Though Wilkinson’s role and portrayal of a top-flight corporate litigator unraveling in the midst of a professional and spiritual crisis are a bit showy and mannered, it’s still a tour de force. The only reason he didn’t win is the incredibly strong competition he faced in his category.
Tilda Swinton’s performance as general counsel of the sleazy multinational corporation is also a bit showy for my taste. But I’ve liked her in everything she’s been in and she’s a class act. She was especially fine in The Deep End, which I highly recommend. Her Oscar couldn’t have happened to a more deserving actor.
One of the great highlights of the film is the last scene in which Clooney, who is supposed to be dead, confronts Swinton with the unmasking of her evil machinations. The former’s line: “I’m the guy you want to buy, not the one you want to kill” is as dramatically powerful as any of the best lines delivered by Marlon Brando, Jimmy Stewart, Gary Cooper or Humphrey Bogart. And of course, Clooney’s selling of this deception to Swinton is her undoing. What is especially great about the scene is that in the midst of it and until the very last second you don’t know whether Clooney is going to allow himself to be bought or stand for something better. I don’t want to explain this for fear of spoiling it for anyone who might see the film.
Watching Clooney in this film brought me so much satisfaction contemplating an actor who got his break on a superior TV show; but who has gone on, unlike most other actors in his position, and created a superb career. He’s picked fine film vehicles for his talent, plus films that have a social conscience. The man has a mind in addition to whatever gifts God gave him. If you compare him to other male stars like Tom Cruise, Brad Pitt, or Nicholas Cage, the difference is that Clooney is less about the celebrity than about what he can do with the celebrity to advance projects and ideas in which he believes. How many are there like him in Hollywood? A few perhaps. But not many.

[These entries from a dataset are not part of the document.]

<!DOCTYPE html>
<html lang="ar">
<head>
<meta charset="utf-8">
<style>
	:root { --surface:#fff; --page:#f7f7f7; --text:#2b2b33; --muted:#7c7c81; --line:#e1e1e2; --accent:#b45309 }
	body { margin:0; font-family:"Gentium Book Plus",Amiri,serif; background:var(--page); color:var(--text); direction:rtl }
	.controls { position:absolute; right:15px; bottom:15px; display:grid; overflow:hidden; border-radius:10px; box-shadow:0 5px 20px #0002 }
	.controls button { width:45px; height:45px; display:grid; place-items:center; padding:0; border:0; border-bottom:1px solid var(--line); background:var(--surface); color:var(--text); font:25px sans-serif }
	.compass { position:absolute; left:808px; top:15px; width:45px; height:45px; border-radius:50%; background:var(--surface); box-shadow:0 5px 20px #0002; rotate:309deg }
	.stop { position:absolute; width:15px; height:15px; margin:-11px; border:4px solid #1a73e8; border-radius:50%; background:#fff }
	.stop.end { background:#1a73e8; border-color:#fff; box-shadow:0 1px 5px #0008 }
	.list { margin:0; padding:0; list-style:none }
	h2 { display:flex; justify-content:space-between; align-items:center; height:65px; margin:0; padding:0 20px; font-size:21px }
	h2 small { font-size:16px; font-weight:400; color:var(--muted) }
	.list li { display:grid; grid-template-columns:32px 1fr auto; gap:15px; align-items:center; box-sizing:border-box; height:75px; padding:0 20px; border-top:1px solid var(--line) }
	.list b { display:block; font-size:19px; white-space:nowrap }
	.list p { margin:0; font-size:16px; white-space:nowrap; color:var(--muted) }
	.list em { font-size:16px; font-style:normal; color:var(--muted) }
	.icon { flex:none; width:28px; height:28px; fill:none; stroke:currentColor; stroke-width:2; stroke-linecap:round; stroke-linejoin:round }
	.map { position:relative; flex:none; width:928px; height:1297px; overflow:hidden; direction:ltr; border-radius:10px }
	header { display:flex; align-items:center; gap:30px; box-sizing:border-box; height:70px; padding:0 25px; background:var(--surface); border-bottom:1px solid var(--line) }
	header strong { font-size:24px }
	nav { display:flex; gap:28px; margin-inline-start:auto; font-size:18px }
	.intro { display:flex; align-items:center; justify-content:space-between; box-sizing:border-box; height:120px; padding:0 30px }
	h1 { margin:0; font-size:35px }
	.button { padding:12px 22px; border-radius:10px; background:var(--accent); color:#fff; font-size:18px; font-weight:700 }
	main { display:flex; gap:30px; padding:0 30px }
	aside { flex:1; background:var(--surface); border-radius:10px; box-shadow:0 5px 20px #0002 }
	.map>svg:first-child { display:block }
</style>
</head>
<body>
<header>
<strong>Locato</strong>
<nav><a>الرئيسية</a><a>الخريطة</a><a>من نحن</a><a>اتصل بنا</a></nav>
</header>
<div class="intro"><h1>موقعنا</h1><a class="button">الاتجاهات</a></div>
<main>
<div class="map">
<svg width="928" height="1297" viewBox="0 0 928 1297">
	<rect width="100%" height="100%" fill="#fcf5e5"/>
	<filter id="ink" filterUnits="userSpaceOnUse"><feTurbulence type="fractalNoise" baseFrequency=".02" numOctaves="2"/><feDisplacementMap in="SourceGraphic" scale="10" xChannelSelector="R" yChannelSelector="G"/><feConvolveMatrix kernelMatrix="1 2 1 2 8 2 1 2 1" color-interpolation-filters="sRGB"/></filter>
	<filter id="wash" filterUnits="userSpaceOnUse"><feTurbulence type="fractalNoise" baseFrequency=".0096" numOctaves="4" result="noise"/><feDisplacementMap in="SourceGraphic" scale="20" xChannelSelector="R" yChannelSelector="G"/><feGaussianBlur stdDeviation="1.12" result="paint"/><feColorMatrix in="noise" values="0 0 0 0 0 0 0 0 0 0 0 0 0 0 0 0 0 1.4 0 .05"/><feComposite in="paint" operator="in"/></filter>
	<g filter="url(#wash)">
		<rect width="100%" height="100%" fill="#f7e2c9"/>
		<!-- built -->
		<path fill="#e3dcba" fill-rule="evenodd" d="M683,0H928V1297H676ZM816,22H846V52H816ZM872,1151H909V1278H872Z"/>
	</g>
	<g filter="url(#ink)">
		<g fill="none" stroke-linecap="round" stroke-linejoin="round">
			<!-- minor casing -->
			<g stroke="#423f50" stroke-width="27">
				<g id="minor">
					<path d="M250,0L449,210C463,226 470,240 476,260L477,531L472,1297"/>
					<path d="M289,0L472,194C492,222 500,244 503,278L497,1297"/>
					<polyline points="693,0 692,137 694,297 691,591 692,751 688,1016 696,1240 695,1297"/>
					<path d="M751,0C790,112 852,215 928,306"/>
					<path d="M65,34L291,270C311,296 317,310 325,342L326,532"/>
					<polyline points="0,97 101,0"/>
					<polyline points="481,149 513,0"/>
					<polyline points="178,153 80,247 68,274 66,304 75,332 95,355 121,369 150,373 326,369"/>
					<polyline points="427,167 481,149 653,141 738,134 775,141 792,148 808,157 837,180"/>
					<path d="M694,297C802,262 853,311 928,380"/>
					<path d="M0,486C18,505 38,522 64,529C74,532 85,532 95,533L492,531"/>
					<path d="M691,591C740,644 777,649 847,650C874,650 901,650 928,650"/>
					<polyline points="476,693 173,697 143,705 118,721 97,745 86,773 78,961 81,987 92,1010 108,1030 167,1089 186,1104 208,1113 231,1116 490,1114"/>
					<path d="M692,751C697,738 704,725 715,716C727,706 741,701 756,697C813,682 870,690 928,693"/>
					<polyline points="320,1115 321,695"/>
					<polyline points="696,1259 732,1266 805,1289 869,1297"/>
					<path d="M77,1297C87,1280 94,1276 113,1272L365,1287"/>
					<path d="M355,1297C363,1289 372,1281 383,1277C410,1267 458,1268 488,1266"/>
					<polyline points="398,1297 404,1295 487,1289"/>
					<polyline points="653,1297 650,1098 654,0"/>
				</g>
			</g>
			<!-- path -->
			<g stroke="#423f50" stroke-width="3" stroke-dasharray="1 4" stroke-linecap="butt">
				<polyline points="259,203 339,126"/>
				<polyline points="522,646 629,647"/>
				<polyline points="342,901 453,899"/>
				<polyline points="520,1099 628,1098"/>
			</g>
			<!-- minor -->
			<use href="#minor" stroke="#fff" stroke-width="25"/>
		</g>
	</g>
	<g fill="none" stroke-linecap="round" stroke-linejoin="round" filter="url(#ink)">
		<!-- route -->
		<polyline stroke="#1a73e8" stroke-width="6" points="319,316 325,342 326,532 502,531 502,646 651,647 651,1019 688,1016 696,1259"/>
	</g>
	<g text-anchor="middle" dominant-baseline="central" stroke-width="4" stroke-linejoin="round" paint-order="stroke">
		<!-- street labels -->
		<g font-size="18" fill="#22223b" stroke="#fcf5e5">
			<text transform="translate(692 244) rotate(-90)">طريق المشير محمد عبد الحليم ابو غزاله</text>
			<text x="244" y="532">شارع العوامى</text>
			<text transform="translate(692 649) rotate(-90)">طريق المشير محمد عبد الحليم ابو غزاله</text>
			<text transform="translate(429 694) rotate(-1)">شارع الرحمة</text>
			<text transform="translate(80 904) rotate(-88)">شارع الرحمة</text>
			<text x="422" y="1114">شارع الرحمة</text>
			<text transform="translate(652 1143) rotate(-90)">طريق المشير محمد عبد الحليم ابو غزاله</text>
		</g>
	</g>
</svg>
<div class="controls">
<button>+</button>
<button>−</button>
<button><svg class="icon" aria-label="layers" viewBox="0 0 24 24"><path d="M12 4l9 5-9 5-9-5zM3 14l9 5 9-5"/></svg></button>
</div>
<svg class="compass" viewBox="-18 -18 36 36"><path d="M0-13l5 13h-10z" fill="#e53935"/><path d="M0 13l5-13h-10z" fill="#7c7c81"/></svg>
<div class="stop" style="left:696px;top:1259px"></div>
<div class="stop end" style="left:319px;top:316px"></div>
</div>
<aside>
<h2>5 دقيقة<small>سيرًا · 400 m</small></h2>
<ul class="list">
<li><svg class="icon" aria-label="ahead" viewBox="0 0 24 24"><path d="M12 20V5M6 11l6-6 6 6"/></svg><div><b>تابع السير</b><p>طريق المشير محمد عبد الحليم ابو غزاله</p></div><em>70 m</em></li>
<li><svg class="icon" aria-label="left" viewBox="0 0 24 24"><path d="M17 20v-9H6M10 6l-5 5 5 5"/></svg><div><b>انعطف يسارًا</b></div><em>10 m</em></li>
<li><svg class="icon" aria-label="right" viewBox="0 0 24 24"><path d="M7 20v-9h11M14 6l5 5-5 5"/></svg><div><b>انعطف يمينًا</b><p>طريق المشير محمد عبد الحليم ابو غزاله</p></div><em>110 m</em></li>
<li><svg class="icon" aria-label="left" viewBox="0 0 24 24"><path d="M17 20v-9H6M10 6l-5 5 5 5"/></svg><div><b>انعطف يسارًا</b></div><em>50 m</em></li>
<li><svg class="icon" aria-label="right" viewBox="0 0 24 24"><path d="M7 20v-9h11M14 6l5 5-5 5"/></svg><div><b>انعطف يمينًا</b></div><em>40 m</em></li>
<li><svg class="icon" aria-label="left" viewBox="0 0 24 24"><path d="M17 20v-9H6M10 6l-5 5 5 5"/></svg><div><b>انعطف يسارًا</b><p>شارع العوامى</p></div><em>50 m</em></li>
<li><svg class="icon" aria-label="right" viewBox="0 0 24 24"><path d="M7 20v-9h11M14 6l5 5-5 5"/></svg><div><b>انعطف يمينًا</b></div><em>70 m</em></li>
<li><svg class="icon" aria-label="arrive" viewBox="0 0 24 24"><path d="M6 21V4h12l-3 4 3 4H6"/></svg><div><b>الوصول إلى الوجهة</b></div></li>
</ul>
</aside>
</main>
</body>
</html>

On a different note, for any Seattlites reading this we had dinner afterward at Porcella, a very nice Bellevue restaurant which I recommend. I had butternut squash soup with balsamic vinegar, lamb osso buco with lentils and chocolate pot au crème. What was especially lovely was our waiter bringing to our table a 7 year old “assistant” who helped take our order. She also served our food and cleaned away our dishes. Since we have a son about to turn 7 next month, I was intrigued by our eager and precocious young waiter in training. I thought she might be the waiter’s or owner’s daughter. Turns out she was the daughter of customers who were also eating there that night. Natalie, the girl’s name, was so into the idea of waiting tables that the actual waiter took her under his wing and let her join him. I thought it was splendid of him. She had a good time and her parents got to have a nice dinner to themselves. I wanted to leave her a tip in addition to his but she’d already left the restaurant by the time we paid our bill.